Trucos para enseñar a un alumno con dislexia

  • No propongas al alumno disléxico que copie las palabras como método de memorización.
  • En cada comienzo de clase, recuérdale lo que ha hecho y lo que ha visto en la clase anterior.
  • Divide todas tus instrucciones: preséntalas bajo forma de secuencias y no bajo forma de largas instrucciones.
  • Deja siempre un rastro visual de diferentes tareas que hay que llevar a cabo.
  • Utiliza los colores para todo lo que inicies, el color ayuda a la memorización: propón el subrayar las palabras-clave, escribirlas en negrita, con el fin de resaltar lo importante de las clases de matematicas.
  • Vuelve de forma frecuente sobre los conceptos aprendidos los días anteriores para consolidarlos.
  • Distribuye los deberes: en lugar de que el alumno aprenda 3 teoremas en 15 días, fracciona este aprendizaje haciéndole aprender solo uno por semana y comprueba que lo haya aprendido correctamente.

Adaptaciones Educativas y Estrategias Específicas

Implementar estrategias educativas adaptadas es crucial para apoyar a estudiantes con dislexia. Una de las técnicas más efectivas es el uso del soporte visual en el aula, que puede mejorar significativamente la comprensión y retención de información. En paralelo, el soporte auditivo ofrece un complemento valioso al aprendizaje tradicional.

Estrategias Adicionales

  1. Trabajar siempre con una agenda, en la que el alumno pueda tener entre otros datos, las fechas de los exámenes, con una semana de antelación.
  2. Siempre que sea posible, se le debe aceptar el utilizar el ordenador, para realizar las tareas.
  3. Es muy conveniente, para una evolución satisfactoria, poder trabajar en estrecha relación, entre la escuela y los profesionales externos, que se ocupan de la reeducación.
  4. Evitar en todo momento corregir en rojo y también la corrección sistemática de todos los errores en su escritura.
  5. Los libros de lectura deben estar adecuados a su nivel lector, y mucho mejor si el libro lo puede elegir el alumno.
  6. Dejarle utilizar la grabadora, como material de refuerzo, tanto en clase como en casa.
  7. Debemos proporcionarles más tiempo en las pruebas escritas y siempre que sea posible debemos entregarles las preguntas del examen por escrito, evitando tener que copiarlas de la pizarra.
  8. Es muy necesario encontrar en el alumno/a, alguna cosa positiva (todos las tenemos) en la que el pueda destacar.
  9. Debemos ser pacientes con los “olvidos”, que en numerosas ocasiones tienen este tipo de alumnado.
  10. Normalmente todos estos niños/as, chicos/as, que padecen Dislexia, TDHA, Déficit de Atención… necesitan cambiar de actividades o tareas más a menudo, que el resto de sus compañeros.
  11. Si el alumno padece Discalculia, se le debe permitir el uso de las tablas, calculadora… y debemos recordar, que el aprendizaje debe ser siempre significativo y la mejor forma de que ellos lo capten, es a través de todos sus sentidos (métodos multisensoriales).
  12. Valorar el progreso del alumno de acuerdo con el interés, la dedicación y el esfuerzo realizado.

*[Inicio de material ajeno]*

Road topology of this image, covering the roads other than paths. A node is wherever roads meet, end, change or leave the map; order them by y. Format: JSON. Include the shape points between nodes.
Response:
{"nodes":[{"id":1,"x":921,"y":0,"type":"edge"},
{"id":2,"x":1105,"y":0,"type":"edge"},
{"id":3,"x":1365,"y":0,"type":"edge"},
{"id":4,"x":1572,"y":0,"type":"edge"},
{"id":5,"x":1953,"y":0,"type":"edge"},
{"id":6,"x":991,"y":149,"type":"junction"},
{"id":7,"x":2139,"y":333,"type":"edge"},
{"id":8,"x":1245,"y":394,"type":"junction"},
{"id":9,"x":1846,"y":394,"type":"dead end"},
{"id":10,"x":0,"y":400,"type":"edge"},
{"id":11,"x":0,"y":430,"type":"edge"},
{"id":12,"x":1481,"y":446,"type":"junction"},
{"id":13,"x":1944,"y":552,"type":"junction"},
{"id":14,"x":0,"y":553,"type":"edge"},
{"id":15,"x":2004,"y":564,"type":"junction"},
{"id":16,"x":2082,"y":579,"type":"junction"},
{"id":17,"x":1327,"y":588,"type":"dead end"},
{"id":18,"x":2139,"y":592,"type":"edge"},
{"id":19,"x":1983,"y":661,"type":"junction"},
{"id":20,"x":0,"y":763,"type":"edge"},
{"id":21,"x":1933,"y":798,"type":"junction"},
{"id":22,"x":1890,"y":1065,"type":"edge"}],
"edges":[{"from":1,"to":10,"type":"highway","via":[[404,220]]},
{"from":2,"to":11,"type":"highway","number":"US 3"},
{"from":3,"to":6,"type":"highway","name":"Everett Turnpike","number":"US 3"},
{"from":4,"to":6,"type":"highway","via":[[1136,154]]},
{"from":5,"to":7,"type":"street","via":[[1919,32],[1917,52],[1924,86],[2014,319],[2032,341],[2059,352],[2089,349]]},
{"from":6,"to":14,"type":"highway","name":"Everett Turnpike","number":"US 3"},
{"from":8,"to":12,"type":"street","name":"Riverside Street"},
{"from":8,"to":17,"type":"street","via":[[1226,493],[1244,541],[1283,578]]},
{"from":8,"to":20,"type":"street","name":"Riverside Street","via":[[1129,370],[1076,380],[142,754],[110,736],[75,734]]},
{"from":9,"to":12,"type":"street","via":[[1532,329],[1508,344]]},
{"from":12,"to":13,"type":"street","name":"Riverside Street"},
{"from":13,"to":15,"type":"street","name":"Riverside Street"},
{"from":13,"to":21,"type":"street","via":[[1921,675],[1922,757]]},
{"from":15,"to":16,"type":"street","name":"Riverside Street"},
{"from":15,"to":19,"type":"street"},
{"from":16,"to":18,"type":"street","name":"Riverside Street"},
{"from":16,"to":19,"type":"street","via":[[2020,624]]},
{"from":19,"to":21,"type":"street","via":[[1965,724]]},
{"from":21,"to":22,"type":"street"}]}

La Dislexia y la Inteligencia

La dislexia y la inteligencia a menudo se malinterpretan, generando mitos que sugieren una relación negativa entre ambas. Uno de los malentendidos más comunes es creer que las personas con dislexia poseen un nivel de inteligencia inferior. La realidad es que la dislexia no afecta el coeficiente intelectual. El coeficiente intelectual puede jugar un papel en el proceso de diagnóstico para determinar si las dificultades de lectura están alineadas con las capacidades cognitivas generales del individuo.

Es crucial entender que muchas personas con dislexia tienen capacidades intelectuales normales o superiores al promedio. Apreciar esta distinción ayuda a deshacer los prejuicios y a fomentar un entorno más inclusivo y comprensivo para quienes viven con dislexia.